Tutorial

Configuration

DeepLog can be executed without config file. however, without config file, the functionalities of DeepLog is very limited, every log item can only be treated as a string. but with pre-defined loggers in config file, DeepLog can know more about logs, not just a string line by line, but also the log time, the log level, error etc. in general, config file is a yaml file named config.yaml under config root ~/.deep_log/.
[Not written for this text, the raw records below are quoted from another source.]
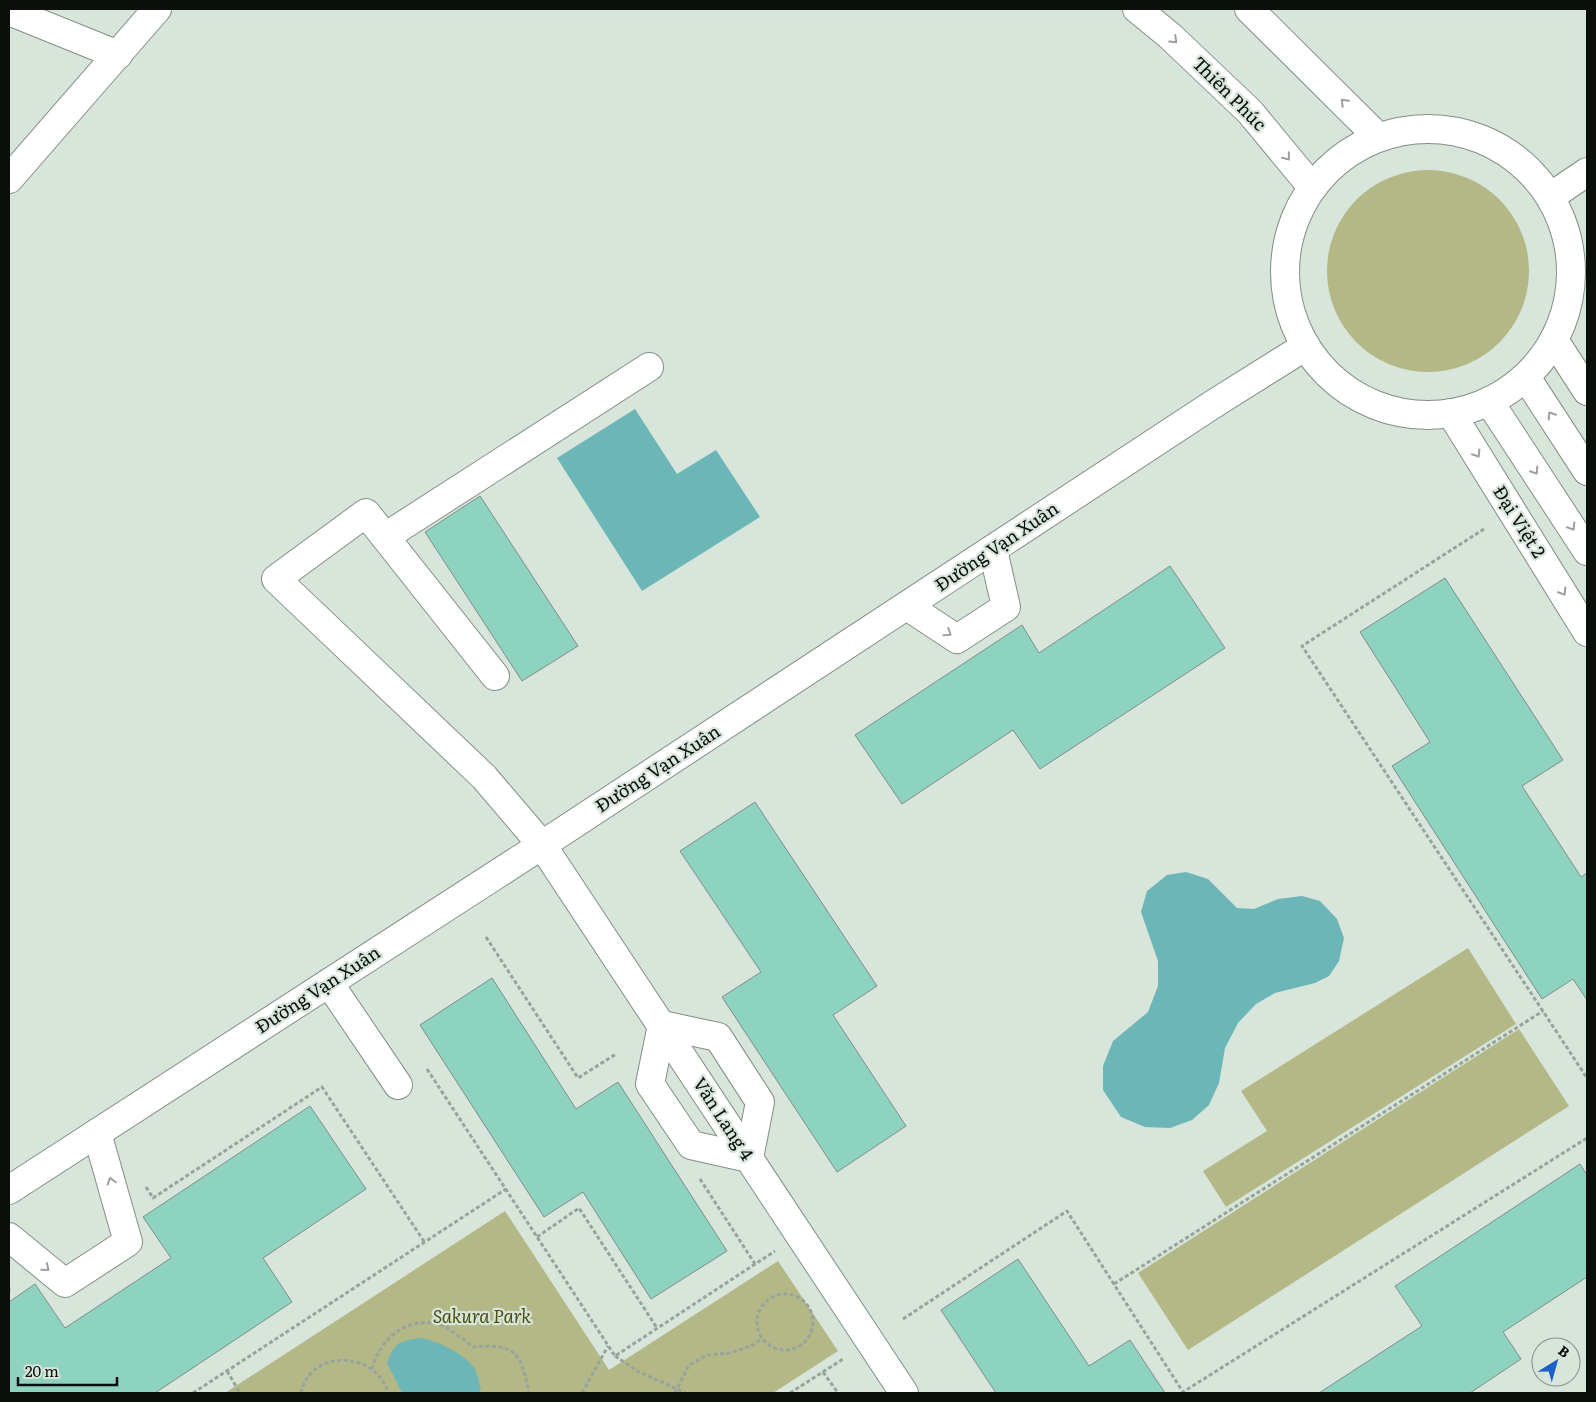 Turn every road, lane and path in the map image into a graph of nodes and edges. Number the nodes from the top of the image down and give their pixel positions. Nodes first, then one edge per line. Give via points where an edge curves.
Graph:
1 (156, 9) edge
2 (1137, 9) edge
3 (1249, 9) edge
4 (9, 11) edge
5 (118, 55) junction
6 (1378, 137) junction
7 (1587, 172) edge
8 (9, 179) edge
9 (1312, 187) junction
10 (1550, 197) junction
11 (1554, 340) junction
12 (1306, 346) junction
13 (649, 367) dead end
14 (1526, 377) junction
15 (1587, 391) edge
16 (1489, 401) junction
17 (1451, 413) junction
18 (1587, 471) edge
19 (1484, 530) dead end
20 (385, 536) junction
21 (993, 550) junction
22 (1587, 551) edge
23 (907, 606) junction
24 (1587, 632) edge
25 (495, 676) dead end
26 (542, 845) junction
27 (486, 938) dead end
28 (328, 983) junction
29 (1543, 1010) junction
30 (662, 1025) junction
31 (616, 1054) dead end
32 (426, 1068) dead end
33 (1587, 1078) edge
34 (398, 1086) dead end
35 (97, 1133) junction
36 (1587, 1138) edge
37 (749, 1158) junction
38 (699, 1178) dead end
39 (143, 1183) dead end
40 (506, 1189) junction
41 (9, 1190) edge
42 (9, 1236) edge
43 (537, 1237) junction
44 (424, 1243) junction
45 (783, 1246) dead end
46 (755, 1264) junction
47 (1114, 1284) junction
48 (903, 1319) dead end
49 (657, 1328) junction
50 (761, 1339) junction
51 (608, 1346) junction
52 (615, 1356) junction
53 (845, 1358) dead end
54 (372, 1368) junction
55 (227, 1371) junction
56 (823, 1372) junction
57 (678, 1388) junction
58 (193, 1393) edge
59 (240, 1393) edge
60 (301, 1393) edge
61 (388, 1393) edge
62 (529, 1393) edge
63 (582, 1393) edge
64 (675, 1393) edge
65 (686, 1393) edge
66 (790, 1393) edge
67 (838, 1393) edge
68 (904, 1393) edge

1 - 5 street
2 -> 9 street, Thiên Phúc via 1250,112
6 -> 3 street
4 - 5 street
5 - 8 street
6 - 9 street via 1338,160
6 - 10 street via 1405,130 1433,128 1461,132 1512,156
7 - 10 street
9 - 12 street via 1298,211 1284,266 1286,294
10 - 11 street via 1570,249 1572,277 1568,305
11 - 14 street
11 - 15 street
12 - 17 street via 1323,369 1369,402 1395,411 1423,415
12 - 21 street, Đường Vạn Xuân
13 - 20 street
14 - 16 street
18 -> 14 street
16 - 17 street
16 -> 22 street
17 -> 24 street, Đại Việt 2
19 - 29 path via 1302,646
20 - 25 street
20 - 26 street, Văn Lang 4 via 366,513 276,579 484,777
21 - 23 street, Đường Vạn Xuân
23 -> 21 street via 957,639 973,629 1006,607
23 - 26 street, Đường Vạn Xuân
26 - 28 street, Đường Vạn Xuân
26 - 30 street, Văn Lang 4
27 - 31 path via 578,1078
28 - 34 street
28 - 35 street, Đường Vạn Xuân
29 - 33 path
29 - 47 path
30 - 37 street, Văn Lang 4
30 - 37 street via 718,1037 760,1102
30 - 37 street via 650,1084 691,1145
32 - 40 path
35 - 41 street, Đường Vạn Xuân
42 -> 35 street via 65,1283 128,1242
36 - 47 path via 1183,1392
37 - 68 street, Văn Lang 4
38 - 46 path
39 - 44 path via 153,1198 322,1087
40 - 43 path
40 - 44 path
43 - 49 path via 579,1208
43 - 51 path
44 - 55 path
45 - 46 path
46 - 49 path
47 - 48 path via 1067,1211
49 - 52 path
50 - 50 path via 773,1348 788,1350 802,1345 812,1334 814,1319 808,1305 797,1295 782,1293 768,1298 758,1310 756,1324
50 - 57 path via 729,1353 707,1355 689,1365
51 - 52 path
51 - 63 path
52 - 57 path via 639,1372
53 - 56 path
54 - 60 path via 354,1360 334,1360 315,1369
54 - 61 path
54 - 62 path via 376,1353 387,1338 415,1323 440,1324 474,1347 498,1345 516,1354 526,1375
55 - 58 path
55 - 59 path
56 - 66 path
56 - 67 path
57 - 64 path
57 - 65 path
example this is what config file look like:

variables:
  loghub_root: /tmp/loghub
root:
  parser:
    name: DefaultLogParser
    params:
      pattern: (?P<content>.*?)
  path: /
loggers:
  - name: apache
    path: '{loghub_root}/Apache'
    modules:
      - apache
    parser:
      name: DefaultLogParser
      params:
        pattern: \[(?P<time>.*?)\] \[(?P<level>.*?)\] (?P<message>.*)
    handlers:
      - name: TypeLogHandler
        params:
          definitions:
            - field: time
              format: '%a %b %d %H:%M:%S %Y'
              type: datetime

components

  • loggers, logger definitions, the attributes is exactly the same as root. following attributes can be used in this component:

    modules

    description

    path

    where the logger used, always ‘/’ for root

    parser

    define how to parse the log item

    handlers

    define how to handle the parsed log items

    filters

    define how to filter parsed log items

    template

    define which template to refer

  • root, root is specific logger which define the default logger action, it will be matched if no any other loggers matched.

  • variables, define variables which can be used in logger definitions.

  • templates, define templates which can be reused in loggers. see templates for detail.

logger path hierarchy

logger hierarchy is very like file system structure with inheritance. take following as an example:

and there three loggers and root defined:
  • apache, with path /tmp/loghub/Apache/

  • proxifier, with path /tmp/loghub/Proxifier/

  • loghub with path /tmp/loghub/

when analyzing logs:
  • if target logs under folder /tmp/loghub/Apache/ , DeepLog will match apache logger definition, and will parse logs as apache log.

  • if target logs under folder /tmp/loghub/Proxifier/ , DeepLog will match proxifier logger definition, and will parse logs as apache log.

  • if target logs under folder /tmp/loghub/Spark/ , there is no specific loggers defined for Spark log, DeepLog will try to match its parent node, in this case, loghub logger will be used.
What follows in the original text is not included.